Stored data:
↓

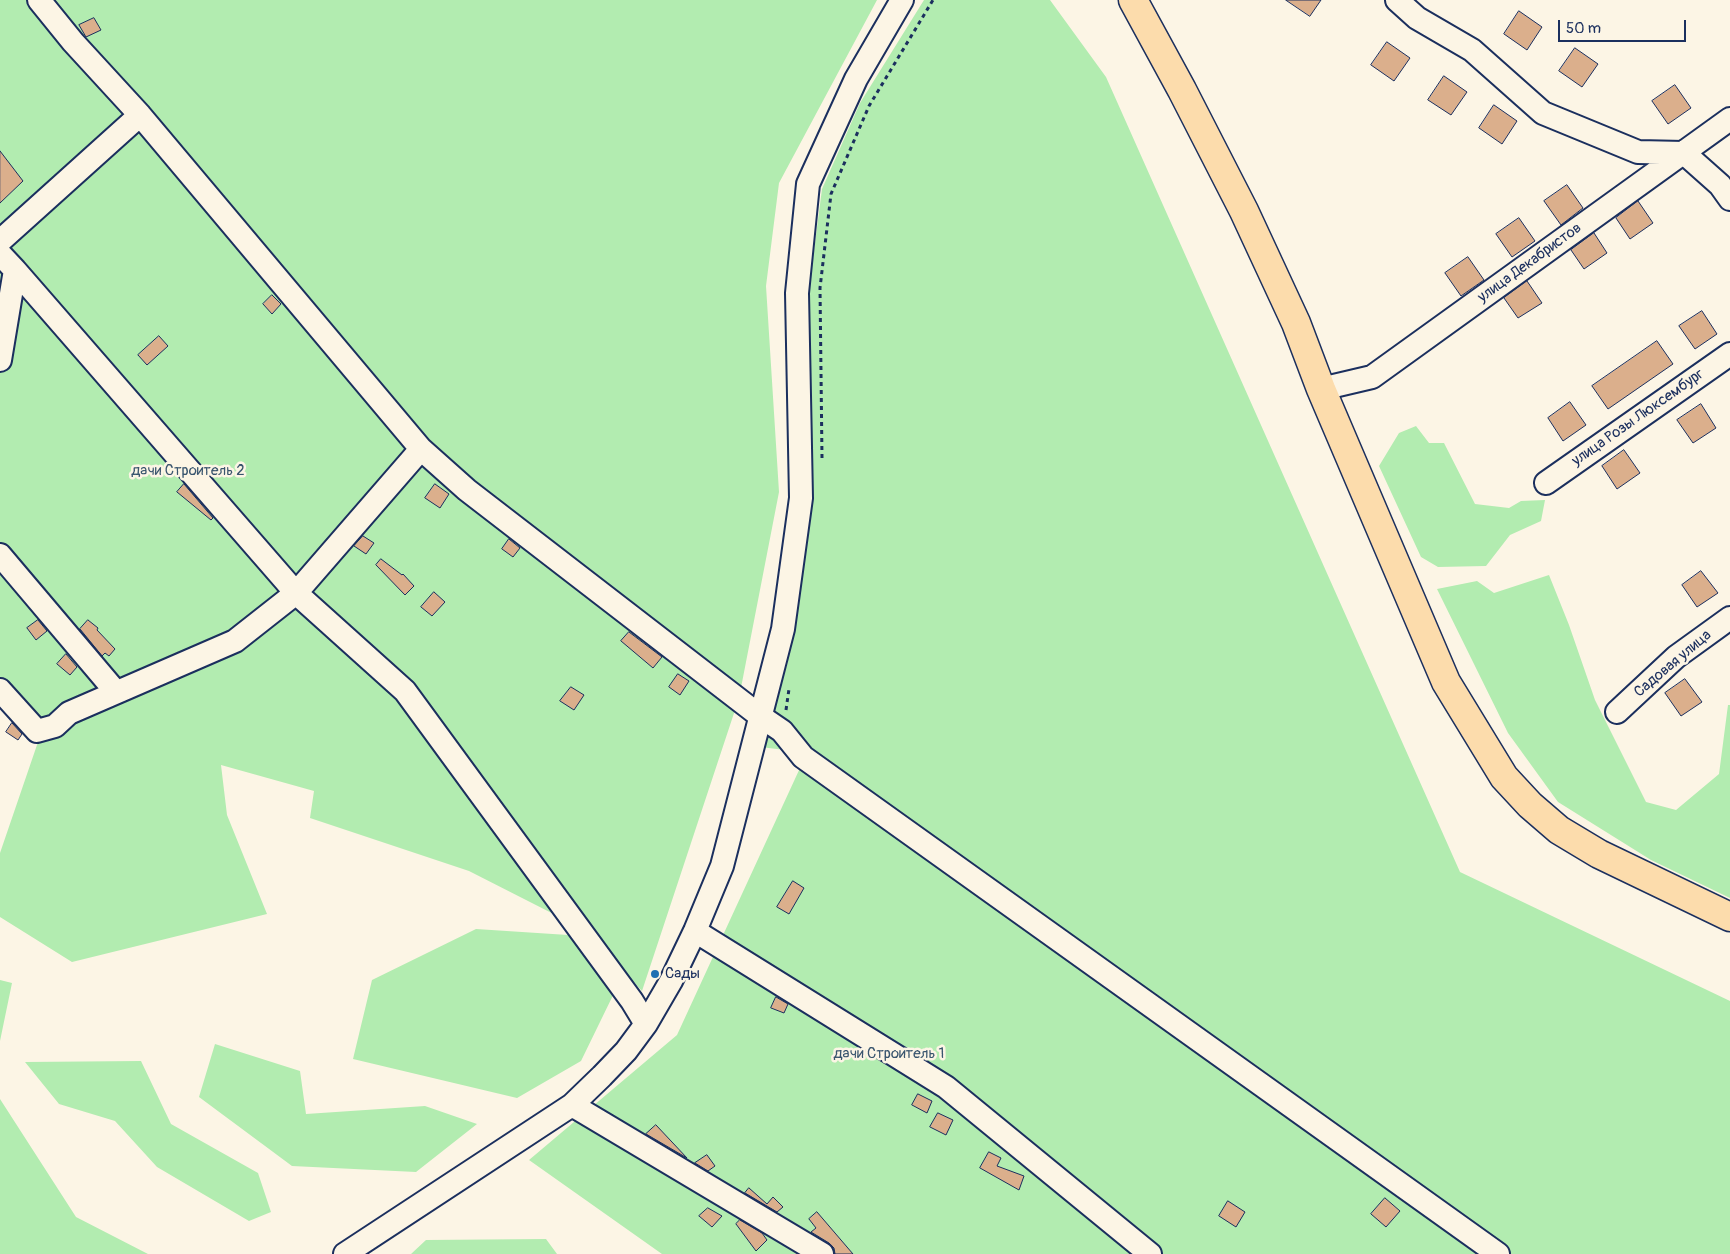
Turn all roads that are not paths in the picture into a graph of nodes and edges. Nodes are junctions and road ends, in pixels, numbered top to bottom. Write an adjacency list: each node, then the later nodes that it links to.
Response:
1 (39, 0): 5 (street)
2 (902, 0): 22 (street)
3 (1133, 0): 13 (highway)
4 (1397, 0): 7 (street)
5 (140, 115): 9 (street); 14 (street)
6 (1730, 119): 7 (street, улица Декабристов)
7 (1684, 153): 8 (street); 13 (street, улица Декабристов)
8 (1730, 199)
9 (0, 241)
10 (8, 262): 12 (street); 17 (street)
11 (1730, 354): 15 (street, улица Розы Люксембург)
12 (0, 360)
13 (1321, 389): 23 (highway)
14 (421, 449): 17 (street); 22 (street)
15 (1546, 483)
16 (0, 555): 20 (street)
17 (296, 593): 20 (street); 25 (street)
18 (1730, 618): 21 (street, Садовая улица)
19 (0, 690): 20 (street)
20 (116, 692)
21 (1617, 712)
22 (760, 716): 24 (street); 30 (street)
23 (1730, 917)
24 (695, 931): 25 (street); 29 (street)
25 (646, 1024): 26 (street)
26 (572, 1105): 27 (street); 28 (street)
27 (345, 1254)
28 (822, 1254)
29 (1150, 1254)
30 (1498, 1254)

↑

Reprint all the data above verbatim, excluding pictures.

Problem solution:
Turn all roads that are not paths in the picture into a graph of nodes and edges. Nodes are junctions and road ends, in pixels, numbered top to bottom. Write an adjacency list: each node, then the later nodes that it links to.
Response:
1 (39, 0): 5 (street)
2 (902, 0): 22 (street)
3 (1133, 0): 13 (highway)
4 (1397, 0): 7 (street)
5 (140, 115): 9 (street); 14 (street)
6 (1730, 119): 7 (street, улица Декабристов)
7 (1684, 153): 8 (street); 13 (street, улица Декабристов)
8 (1730, 199)
9 (0, 241)
10 (8, 262): 12 (street); 17 (street)
11 (1730, 354): 15 (street, улица Розы Люксембург)
12 (0, 360)
13 (1321, 389): 23 (highway)
14 (421, 449): 17 (street); 22 (street)
15 (1546, 483)
16 (0, 555): 20 (street)
17 (296, 593): 20 (street); 25 (street)
18 (1730, 618): 21 (street, Садовая улица)
19 (0, 690): 20 (street)
20 (116, 692)
21 (1617, 712)
22 (760, 716): 24 (street); 30 (street)
23 (1730, 917)
24 (695, 931): 25 (street); 29 (street)
25 (646, 1024): 26 (street)
26 (572, 1105): 27 (street); 28 (street)
27 (345, 1254)
28 (822, 1254)
29 (1150, 1254)
30 (1498, 1254)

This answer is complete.